South Korea, long in Japan's shadow, is blazing a new trail for Asian economic development.
By encouraging consumers to spend freely on credit, throwing its doors open to foreign investment, and introducing an American-style freedom to fail, South Korea has put itself back on track as one of Asia's fastest-growing and most diversified economies.
And while Japan's stagnation draws attention, South Korea's boom draws investors.
With Seoul's main stock market index nearly doubling since September, foreigners now account for 38 percent of ownership and two-thirds of daily trades. Since 1998, South Korea has attracted US$52 billion in new investment from overseas, more than double what it pulled in during the previous four decades.

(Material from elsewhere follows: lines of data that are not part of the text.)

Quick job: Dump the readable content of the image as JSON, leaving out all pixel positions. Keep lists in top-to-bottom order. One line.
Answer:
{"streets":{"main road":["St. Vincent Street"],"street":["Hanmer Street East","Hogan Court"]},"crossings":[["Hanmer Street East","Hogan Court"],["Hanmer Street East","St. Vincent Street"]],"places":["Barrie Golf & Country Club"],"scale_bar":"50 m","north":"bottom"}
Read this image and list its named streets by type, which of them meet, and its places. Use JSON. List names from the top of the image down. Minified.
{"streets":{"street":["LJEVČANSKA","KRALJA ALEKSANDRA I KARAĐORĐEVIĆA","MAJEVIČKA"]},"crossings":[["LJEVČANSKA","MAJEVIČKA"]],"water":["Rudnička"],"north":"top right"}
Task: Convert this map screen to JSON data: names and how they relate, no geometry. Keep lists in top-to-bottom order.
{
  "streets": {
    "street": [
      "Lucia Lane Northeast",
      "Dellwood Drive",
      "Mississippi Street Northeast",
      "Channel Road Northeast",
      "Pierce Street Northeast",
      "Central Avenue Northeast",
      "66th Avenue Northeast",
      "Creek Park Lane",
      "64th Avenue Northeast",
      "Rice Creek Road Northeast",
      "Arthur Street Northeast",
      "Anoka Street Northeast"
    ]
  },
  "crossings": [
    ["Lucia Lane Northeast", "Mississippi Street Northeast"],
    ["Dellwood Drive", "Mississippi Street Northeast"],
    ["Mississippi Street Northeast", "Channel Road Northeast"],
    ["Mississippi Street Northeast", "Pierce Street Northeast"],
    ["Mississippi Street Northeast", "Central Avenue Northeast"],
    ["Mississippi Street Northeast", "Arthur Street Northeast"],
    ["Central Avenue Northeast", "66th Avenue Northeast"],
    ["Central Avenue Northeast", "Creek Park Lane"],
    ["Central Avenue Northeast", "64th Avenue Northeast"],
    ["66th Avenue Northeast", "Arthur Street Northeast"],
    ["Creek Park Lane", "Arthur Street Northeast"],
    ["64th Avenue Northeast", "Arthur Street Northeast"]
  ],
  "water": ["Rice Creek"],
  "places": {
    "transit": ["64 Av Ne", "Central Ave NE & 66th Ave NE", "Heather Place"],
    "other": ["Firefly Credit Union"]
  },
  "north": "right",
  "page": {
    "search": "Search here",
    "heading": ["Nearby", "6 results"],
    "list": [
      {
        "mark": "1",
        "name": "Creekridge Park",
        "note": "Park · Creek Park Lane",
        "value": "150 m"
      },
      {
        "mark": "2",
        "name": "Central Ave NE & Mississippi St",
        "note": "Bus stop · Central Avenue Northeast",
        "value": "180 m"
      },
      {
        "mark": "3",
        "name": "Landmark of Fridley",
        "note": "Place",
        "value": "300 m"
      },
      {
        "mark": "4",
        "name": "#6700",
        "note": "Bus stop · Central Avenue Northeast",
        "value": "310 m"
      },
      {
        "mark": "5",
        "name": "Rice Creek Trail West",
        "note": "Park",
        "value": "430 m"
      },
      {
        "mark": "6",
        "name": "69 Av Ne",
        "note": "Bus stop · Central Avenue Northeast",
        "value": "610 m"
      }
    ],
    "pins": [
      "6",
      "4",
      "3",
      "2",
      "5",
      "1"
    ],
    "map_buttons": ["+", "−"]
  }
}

Several high-profile foreign takeover failures have given South Korea the image of a country that takes one step backward for every two steps forward. General Motors recently announced a US$400 million deal to take over three auto plants from Daewoo Motor, and Lehman Brothers signed a tentative deal to invest US$1 billion in Woori Finance Holding. At the same time, Micron Technology withdrew a US$3 billion bid to take over much of Hynix Semiconductor after the Hynix board vetoed the deal.
But international rating agencies praise South Korea for bouncing back from a financial crisis five years ago, paying back a US$20 billion loan from the IMF in August and stacking up US$108 billion in foreign currency reserves.
Next year, in fact, South Korea could enjoy higher credit ratings than its historic economic tutor, Japan.
"During the last four years, we have been dismantling the Japanese system," Han Duk-soo, economic adviser to President Kim Dae-jung, said in an interview. "Koreans are not like the Japanese. We are now more like the Americans."
For most of the first half of the 20th century, Korea was a Japanese colony. For most of the second half, it was in economic awe of Japan. Now, as Japan struggles to make Japan Inc viable, South Korea is dismantling Korea Inc.
Only five years ago, South Korea's foreign exchange reserves were disappearing like quicksand, and middle-class women were donating their gold jewelry in a national campaign to save the country from bankruptcy. The Japanese, meanwhile, are settling for a slow decline.
"Unlike Korea, the problem here has not really scared a lot of people," Gerald Curtis, an American political scientist with 37 years experience in Japan, said in Tokyo. "The Japanese public is nervous, but they are not really scared, not really mad."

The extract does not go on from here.